_Material for the task_.
BEGIN

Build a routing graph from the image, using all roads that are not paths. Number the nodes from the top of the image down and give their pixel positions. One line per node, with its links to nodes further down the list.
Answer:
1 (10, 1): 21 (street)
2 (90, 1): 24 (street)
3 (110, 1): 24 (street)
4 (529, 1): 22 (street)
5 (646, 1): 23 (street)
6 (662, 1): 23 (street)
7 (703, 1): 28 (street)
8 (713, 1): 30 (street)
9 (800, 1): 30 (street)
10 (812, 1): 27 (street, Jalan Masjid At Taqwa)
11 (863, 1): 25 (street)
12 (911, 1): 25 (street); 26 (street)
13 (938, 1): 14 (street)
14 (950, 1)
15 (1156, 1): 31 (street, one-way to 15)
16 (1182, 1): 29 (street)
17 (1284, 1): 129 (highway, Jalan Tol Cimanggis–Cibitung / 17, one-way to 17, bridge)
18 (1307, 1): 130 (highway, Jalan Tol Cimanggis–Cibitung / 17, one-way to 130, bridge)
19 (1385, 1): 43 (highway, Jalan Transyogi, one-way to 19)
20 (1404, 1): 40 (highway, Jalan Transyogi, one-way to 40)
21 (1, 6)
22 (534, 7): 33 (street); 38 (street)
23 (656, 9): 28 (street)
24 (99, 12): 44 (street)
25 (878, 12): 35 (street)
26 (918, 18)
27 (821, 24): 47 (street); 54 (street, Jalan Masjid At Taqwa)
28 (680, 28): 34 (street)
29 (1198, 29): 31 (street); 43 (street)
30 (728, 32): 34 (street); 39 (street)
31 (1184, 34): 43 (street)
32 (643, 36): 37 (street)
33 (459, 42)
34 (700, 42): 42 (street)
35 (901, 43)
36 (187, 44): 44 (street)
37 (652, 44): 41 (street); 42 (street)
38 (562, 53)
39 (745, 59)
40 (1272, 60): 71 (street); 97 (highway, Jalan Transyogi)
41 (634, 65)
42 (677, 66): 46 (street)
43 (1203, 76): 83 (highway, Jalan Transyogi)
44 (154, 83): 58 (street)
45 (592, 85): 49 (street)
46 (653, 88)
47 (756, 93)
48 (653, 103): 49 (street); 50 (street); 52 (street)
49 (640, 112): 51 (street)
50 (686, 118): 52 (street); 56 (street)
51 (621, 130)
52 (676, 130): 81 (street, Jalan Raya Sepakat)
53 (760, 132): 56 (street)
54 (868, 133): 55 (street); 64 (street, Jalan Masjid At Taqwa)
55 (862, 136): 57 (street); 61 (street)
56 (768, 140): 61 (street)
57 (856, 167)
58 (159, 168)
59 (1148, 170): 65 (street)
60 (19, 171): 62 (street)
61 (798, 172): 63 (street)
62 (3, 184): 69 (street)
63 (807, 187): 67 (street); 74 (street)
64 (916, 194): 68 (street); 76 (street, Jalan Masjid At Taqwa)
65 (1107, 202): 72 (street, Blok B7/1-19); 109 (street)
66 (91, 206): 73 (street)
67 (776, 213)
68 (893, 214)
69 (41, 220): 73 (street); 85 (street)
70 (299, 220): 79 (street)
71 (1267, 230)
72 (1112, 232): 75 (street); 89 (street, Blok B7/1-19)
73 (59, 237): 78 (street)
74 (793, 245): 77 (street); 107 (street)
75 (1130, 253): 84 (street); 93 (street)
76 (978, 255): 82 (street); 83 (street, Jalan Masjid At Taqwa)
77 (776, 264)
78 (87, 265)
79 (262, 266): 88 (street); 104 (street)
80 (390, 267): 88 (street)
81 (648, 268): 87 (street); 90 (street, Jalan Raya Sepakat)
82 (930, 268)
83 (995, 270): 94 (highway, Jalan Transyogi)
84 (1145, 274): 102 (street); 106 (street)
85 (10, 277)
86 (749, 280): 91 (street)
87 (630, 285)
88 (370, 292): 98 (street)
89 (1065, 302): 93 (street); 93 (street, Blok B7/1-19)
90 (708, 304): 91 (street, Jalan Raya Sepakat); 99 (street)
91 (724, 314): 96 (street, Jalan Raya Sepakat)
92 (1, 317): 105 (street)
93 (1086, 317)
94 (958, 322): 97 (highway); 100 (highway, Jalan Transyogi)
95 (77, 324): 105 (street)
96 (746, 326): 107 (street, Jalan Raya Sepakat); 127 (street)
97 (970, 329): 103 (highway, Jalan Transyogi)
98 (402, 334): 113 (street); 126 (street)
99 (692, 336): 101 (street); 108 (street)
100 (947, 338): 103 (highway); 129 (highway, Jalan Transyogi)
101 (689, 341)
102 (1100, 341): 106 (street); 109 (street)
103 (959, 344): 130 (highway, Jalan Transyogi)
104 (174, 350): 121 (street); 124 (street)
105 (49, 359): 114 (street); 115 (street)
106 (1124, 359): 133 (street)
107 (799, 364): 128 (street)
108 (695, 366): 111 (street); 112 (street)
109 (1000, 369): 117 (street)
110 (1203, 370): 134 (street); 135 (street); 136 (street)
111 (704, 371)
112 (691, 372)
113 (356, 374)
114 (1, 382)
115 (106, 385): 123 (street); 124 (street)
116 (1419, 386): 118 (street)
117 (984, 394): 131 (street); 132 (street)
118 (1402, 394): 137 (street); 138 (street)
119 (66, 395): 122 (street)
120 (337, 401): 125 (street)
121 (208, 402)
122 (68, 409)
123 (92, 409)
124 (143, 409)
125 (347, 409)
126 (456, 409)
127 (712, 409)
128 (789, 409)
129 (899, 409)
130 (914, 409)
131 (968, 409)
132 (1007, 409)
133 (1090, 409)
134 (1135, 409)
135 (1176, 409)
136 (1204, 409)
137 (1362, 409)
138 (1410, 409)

END

Your task is to retype the whole listing, keeping every word exactly as it is.

_Expected answer_.
Build a routing graph from the image, using all roads that are not paths. Number the nodes from the top of the image down and give their pixel positions. One line per node, with its links to nodes further down the list.
Answer:
1 (10, 1): 21 (street)
2 (90, 1): 24 (street)
3 (110, 1): 24 (street)
4 (529, 1): 22 (street)
5 (646, 1): 23 (street)
6 (662, 1): 23 (street)
7 (703, 1): 28 (street)
8 (713, 1): 30 (street)
9 (800, 1): 30 (street)
10 (812, 1): 27 (street, Jalan Masjid At Taqwa)
11 (863, 1): 25 (street)
12 (911, 1): 25 (street); 26 (street)
13 (938, 1): 14 (street)
14 (950, 1)
15 (1156, 1): 31 (street, one-way to 15)
16 (1182, 1): 29 (street)
17 (1284, 1): 129 (highway, Jalan Tol Cimanggis–Cibitung / 17, one-way to 17, bridge)
18 (1307, 1): 130 (highway, Jalan Tol Cimanggis–Cibitung / 17, one-way to 130, bridge)
19 (1385, 1): 43 (highway, Jalan Transyogi, one-way to 19)
20 (1404, 1): 40 (highway, Jalan Transyogi, one-way to 40)
21 (1, 6)
22 (534, 7): 33 (street); 38 (street)
23 (656, 9): 28 (street)
24 (99, 12): 44 (street)
25 (878, 12): 35 (street)
26 (918, 18)
27 (821, 24): 47 (street); 54 (street, Jalan Masjid At Taqwa)
28 (680, 28): 34 (street)
29 (1198, 29): 31 (street); 43 (street)
30 (728, 32): 34 (street); 39 (street)
31 (1184, 34): 43 (street)
32 (643, 36): 37 (street)
33 (459, 42)
34 (700, 42): 42 (street)
35 (901, 43)
36 (187, 44): 44 (street)
37 (652, 44): 41 (street); 42 (street)
38 (562, 53)
39 (745, 59)
40 (1272, 60): 71 (street); 97 (highway, Jalan Transyogi)
41 (634, 65)
42 (677, 66): 46 (street)
43 (1203, 76): 83 (highway, Jalan Transyogi)
44 (154, 83): 58 (street)
45 (592, 85): 49 (street)
46 (653, 88)
47 (756, 93)
48 (653, 103): 49 (street); 50 (street); 52 (street)
49 (640, 112): 51 (street)
50 (686, 118): 52 (street); 56 (street)
51 (621, 130)
52 (676, 130): 81 (street, Jalan Raya Sepakat)
53 (760, 132): 56 (street)
54 (868, 133): 55 (street); 64 (street, Jalan Masjid At Taqwa)
55 (862, 136): 57 (street); 61 (street)
56 (768, 140): 61 (street)
57 (856, 167)
58 (159, 168)
59 (1148, 170): 65 (street)
60 (19, 171): 62 (street)
61 (798, 172): 63 (street)
62 (3, 184): 69 (street)
63 (807, 187): 67 (street); 74 (street)
64 (916, 194): 68 (street); 76 (street, Jalan Masjid At Taqwa)
65 (1107, 202): 72 (street, Blok B7/1-19); 109 (street)
66 (91, 206): 73 (street)
67 (776, 213)
68 (893, 214)
69 (41, 220): 73 (street); 85 (street)
70 (299, 220): 79 (street)
71 (1267, 230)
72 (1112, 232): 75 (street); 89 (street, Blok B7/1-19)
73 (59, 237): 78 (street)
74 (793, 245): 77 (street); 107 (street)
75 (1130, 253): 84 (street); 93 (street)
76 (978, 255): 82 (street); 83 (street, Jalan Masjid At Taqwa)
77 (776, 264)
78 (87, 265)
79 (262, 266): 88 (street); 104 (street)
80 (390, 267): 88 (street)
81 (648, 268): 87 (street); 90 (street, Jalan Raya Sepakat)
82 (930, 268)
83 (995, 270): 94 (highway, Jalan Transyogi)
84 (1145, 274): 102 (street); 106 (street)
85 (10, 277)
86 (749, 280): 91 (street)
87 (630, 285)
88 (370, 292): 98 (street)
89 (1065, 302): 93 (street); 93 (street, Blok B7/1-19)
90 (708, 304): 91 (street, Jalan Raya Sepakat); 99 (street)
91 (724, 314): 96 (street, Jalan Raya Sepakat)
92 (1, 317): 105 (street)
93 (1086, 317)
94 (958, 322): 97 (highway); 100 (highway, Jalan Transyogi)
95 (77, 324): 105 (street)
96 (746, 326): 107 (street, Jalan Raya Sepakat); 127 (street)
97 (970, 329): 103 (highway, Jalan Transyogi)
98 (402, 334): 113 (street); 126 (street)
99 (692, 336): 101 (street); 108 (street)
100 (947, 338): 103 (highway); 129 (highway, Jalan Transyogi)
101 (689, 341)
102 (1100, 341): 106 (street); 109 (street)
103 (959, 344): 130 (highway, Jalan Transyogi)
104 (174, 350): 121 (street); 124 (street)
105 (49, 359): 114 (street); 115 (street)
106 (1124, 359): 133 (street)
107 (799, 364): 128 (street)
108 (695, 366): 111 (street); 112 (street)
109 (1000, 369): 117 (street)
110 (1203, 370): 134 (street); 135 (street); 136 (street)
111 (704, 371)
112 (691, 372)
113 (356, 374)
114 (1, 382)
115 (106, 385): 123 (street); 124 (street)
116 (1419, 386): 118 (street)
117 (984, 394): 131 (street); 132 (street)
118 (1402, 394): 137 (street); 138 (street)
119 (66, 395): 122 (street)
120 (337, 401): 125 (street)
121 (208, 402)
122 (68, 409)
123 (92, 409)
124 (143, 409)
125 (347, 409)
126 (456, 409)
127 (712, 409)
128 (789, 409)
129 (899, 409)
130 (914, 409)
131 (968, 409)
132 (1007, 409)
133 (1090, 409)
134 (1135, 409)
135 (1176, 409)
136 (1204, 409)
137 (1362, 409)
138 (1410, 409)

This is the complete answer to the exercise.